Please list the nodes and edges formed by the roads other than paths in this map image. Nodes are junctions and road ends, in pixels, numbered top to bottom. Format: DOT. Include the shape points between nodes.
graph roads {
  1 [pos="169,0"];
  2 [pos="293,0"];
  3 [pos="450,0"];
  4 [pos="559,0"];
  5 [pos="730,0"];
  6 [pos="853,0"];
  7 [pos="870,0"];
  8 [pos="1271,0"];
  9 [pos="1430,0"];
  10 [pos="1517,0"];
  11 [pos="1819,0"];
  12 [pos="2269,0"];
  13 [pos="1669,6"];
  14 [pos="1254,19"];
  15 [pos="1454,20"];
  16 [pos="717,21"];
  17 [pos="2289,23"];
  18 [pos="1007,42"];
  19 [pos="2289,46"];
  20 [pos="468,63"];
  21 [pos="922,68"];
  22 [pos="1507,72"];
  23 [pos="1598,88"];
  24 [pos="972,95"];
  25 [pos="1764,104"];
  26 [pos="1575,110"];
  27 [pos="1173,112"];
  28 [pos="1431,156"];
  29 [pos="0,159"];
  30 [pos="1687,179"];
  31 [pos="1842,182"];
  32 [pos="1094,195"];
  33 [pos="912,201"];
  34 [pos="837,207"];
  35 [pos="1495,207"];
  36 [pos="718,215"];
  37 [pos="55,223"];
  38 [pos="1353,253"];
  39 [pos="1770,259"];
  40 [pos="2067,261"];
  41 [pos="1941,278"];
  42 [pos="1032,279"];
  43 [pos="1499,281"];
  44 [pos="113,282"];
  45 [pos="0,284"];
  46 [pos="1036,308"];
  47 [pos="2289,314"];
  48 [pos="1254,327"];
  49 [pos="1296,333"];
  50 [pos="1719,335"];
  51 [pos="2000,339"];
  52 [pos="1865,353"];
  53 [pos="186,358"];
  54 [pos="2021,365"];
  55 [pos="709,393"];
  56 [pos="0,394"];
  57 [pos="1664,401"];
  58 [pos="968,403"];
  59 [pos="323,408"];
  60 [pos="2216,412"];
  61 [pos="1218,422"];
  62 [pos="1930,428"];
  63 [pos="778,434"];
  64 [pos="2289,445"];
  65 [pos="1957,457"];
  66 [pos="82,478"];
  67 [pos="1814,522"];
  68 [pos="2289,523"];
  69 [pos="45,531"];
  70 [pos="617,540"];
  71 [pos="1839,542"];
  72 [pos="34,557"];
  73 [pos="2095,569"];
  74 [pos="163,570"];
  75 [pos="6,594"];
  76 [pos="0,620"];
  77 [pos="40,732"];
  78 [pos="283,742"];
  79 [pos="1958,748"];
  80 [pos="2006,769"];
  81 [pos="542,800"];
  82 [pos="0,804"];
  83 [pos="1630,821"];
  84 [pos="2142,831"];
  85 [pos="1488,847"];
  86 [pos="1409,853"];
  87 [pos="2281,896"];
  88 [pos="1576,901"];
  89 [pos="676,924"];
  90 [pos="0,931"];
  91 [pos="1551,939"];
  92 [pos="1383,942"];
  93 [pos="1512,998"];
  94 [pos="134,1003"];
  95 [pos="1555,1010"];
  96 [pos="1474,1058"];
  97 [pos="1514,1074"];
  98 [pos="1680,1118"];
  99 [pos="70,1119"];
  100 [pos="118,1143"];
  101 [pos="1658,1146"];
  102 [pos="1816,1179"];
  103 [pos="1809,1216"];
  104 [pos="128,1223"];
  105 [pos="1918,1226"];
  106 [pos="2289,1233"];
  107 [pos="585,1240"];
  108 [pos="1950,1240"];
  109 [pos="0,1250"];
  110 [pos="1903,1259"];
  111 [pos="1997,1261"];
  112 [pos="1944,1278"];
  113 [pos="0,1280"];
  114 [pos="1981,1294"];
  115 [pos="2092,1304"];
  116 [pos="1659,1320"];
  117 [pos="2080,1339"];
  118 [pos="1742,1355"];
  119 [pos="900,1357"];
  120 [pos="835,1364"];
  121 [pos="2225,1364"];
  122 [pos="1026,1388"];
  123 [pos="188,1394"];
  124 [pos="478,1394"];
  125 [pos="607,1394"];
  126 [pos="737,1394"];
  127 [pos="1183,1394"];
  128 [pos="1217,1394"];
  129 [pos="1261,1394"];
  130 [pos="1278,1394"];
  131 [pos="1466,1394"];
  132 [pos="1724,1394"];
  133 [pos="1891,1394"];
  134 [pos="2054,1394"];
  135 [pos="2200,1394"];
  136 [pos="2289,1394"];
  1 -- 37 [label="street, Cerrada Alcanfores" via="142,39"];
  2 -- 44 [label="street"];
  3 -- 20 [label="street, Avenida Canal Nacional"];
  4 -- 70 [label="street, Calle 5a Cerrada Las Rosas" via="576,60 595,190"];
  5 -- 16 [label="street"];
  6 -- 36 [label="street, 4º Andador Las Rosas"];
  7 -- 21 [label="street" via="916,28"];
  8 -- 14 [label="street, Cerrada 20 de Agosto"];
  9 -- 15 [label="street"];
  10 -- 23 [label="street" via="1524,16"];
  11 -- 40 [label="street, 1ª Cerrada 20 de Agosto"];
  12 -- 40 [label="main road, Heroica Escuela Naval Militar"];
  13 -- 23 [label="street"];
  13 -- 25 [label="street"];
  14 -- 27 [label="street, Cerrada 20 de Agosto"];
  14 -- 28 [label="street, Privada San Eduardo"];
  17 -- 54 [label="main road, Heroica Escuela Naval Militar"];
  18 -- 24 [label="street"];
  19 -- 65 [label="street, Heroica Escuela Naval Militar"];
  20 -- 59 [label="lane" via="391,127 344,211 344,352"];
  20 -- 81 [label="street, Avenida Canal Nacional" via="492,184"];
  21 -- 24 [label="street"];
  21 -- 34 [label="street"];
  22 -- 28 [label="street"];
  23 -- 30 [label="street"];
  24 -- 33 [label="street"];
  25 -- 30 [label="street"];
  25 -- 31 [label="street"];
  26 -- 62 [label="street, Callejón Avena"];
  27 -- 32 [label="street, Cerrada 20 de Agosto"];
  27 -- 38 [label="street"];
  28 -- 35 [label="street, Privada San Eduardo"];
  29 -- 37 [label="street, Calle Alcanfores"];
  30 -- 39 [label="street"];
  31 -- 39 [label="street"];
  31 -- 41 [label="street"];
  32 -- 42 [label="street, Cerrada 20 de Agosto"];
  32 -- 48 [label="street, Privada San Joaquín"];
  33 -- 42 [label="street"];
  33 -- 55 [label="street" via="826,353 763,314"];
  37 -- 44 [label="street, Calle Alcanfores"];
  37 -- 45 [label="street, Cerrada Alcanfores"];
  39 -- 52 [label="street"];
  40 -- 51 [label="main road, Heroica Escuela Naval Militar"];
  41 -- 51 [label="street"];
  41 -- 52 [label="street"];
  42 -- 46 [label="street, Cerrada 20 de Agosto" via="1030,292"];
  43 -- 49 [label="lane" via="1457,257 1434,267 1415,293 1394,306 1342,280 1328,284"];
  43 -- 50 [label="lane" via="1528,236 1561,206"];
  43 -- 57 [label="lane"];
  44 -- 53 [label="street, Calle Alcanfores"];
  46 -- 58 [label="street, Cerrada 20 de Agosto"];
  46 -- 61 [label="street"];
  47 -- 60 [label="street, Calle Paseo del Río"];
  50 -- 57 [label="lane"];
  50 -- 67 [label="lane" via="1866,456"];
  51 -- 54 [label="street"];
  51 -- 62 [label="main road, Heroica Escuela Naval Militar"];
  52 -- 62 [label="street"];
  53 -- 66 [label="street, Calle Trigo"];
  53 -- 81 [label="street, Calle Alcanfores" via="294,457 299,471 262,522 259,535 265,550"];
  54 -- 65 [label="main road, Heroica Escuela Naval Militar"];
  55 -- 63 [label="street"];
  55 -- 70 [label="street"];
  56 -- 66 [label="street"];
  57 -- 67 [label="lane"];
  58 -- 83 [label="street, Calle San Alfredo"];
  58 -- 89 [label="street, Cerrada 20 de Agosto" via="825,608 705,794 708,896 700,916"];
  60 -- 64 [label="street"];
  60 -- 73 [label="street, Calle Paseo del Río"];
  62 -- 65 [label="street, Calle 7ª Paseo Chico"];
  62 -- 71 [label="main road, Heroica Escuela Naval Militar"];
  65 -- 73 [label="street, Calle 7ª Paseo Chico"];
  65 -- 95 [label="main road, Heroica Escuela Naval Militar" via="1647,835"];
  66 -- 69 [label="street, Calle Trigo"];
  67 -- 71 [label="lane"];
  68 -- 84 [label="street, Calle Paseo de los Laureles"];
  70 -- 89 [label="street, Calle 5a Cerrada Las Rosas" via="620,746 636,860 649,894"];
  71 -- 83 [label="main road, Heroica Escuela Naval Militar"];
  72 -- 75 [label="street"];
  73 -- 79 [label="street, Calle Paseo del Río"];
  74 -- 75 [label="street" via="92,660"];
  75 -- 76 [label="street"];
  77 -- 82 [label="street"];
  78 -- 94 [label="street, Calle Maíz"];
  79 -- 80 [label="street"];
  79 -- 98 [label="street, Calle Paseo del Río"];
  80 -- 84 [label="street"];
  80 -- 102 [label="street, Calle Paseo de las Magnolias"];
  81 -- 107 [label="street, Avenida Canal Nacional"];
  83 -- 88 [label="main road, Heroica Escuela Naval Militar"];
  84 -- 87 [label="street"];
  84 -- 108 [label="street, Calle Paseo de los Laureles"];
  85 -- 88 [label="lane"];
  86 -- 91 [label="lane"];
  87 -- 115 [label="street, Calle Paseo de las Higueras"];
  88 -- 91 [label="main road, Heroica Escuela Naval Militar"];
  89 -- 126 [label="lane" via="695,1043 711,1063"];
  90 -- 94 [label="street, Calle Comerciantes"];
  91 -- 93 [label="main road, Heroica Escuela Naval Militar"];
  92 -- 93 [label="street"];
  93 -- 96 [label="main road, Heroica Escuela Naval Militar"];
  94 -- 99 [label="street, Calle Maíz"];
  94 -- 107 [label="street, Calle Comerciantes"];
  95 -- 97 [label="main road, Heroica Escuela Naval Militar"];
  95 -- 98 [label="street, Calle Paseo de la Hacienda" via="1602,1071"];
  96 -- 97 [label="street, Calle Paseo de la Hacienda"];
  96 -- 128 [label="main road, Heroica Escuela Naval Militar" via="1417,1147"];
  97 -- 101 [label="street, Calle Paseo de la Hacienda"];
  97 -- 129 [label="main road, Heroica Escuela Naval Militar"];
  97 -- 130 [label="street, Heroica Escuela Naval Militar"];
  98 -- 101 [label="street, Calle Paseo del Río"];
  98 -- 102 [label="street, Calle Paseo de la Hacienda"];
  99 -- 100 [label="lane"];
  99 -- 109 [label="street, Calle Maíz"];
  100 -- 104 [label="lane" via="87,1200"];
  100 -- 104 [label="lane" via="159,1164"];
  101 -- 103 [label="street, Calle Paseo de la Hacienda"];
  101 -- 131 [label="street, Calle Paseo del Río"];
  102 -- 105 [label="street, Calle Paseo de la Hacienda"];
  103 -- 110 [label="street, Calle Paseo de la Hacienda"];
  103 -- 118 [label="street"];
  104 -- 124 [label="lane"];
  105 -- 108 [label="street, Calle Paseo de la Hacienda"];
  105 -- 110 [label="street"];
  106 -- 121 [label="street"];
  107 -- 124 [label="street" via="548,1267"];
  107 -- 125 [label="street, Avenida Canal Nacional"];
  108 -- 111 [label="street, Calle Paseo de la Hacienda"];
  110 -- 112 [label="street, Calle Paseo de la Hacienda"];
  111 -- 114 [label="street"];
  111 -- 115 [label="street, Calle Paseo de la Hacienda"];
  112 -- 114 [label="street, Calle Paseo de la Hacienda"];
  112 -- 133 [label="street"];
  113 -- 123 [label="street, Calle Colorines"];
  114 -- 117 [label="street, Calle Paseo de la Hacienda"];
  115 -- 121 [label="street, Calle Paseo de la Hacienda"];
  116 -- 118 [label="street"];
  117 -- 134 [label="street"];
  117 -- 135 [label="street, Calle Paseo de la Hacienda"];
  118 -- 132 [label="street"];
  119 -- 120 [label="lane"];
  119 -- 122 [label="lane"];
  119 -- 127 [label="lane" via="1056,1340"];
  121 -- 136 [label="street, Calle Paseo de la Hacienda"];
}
····················
Exercise directions:
Copy every line of the material above in which the string "Chico" can be found.

Output of the exercise:
  62 -- 65 [label="street, Calle 7ª Paseo Chico"];
  65 -- 73 [label="street, Calle 7ª Paseo Chico"];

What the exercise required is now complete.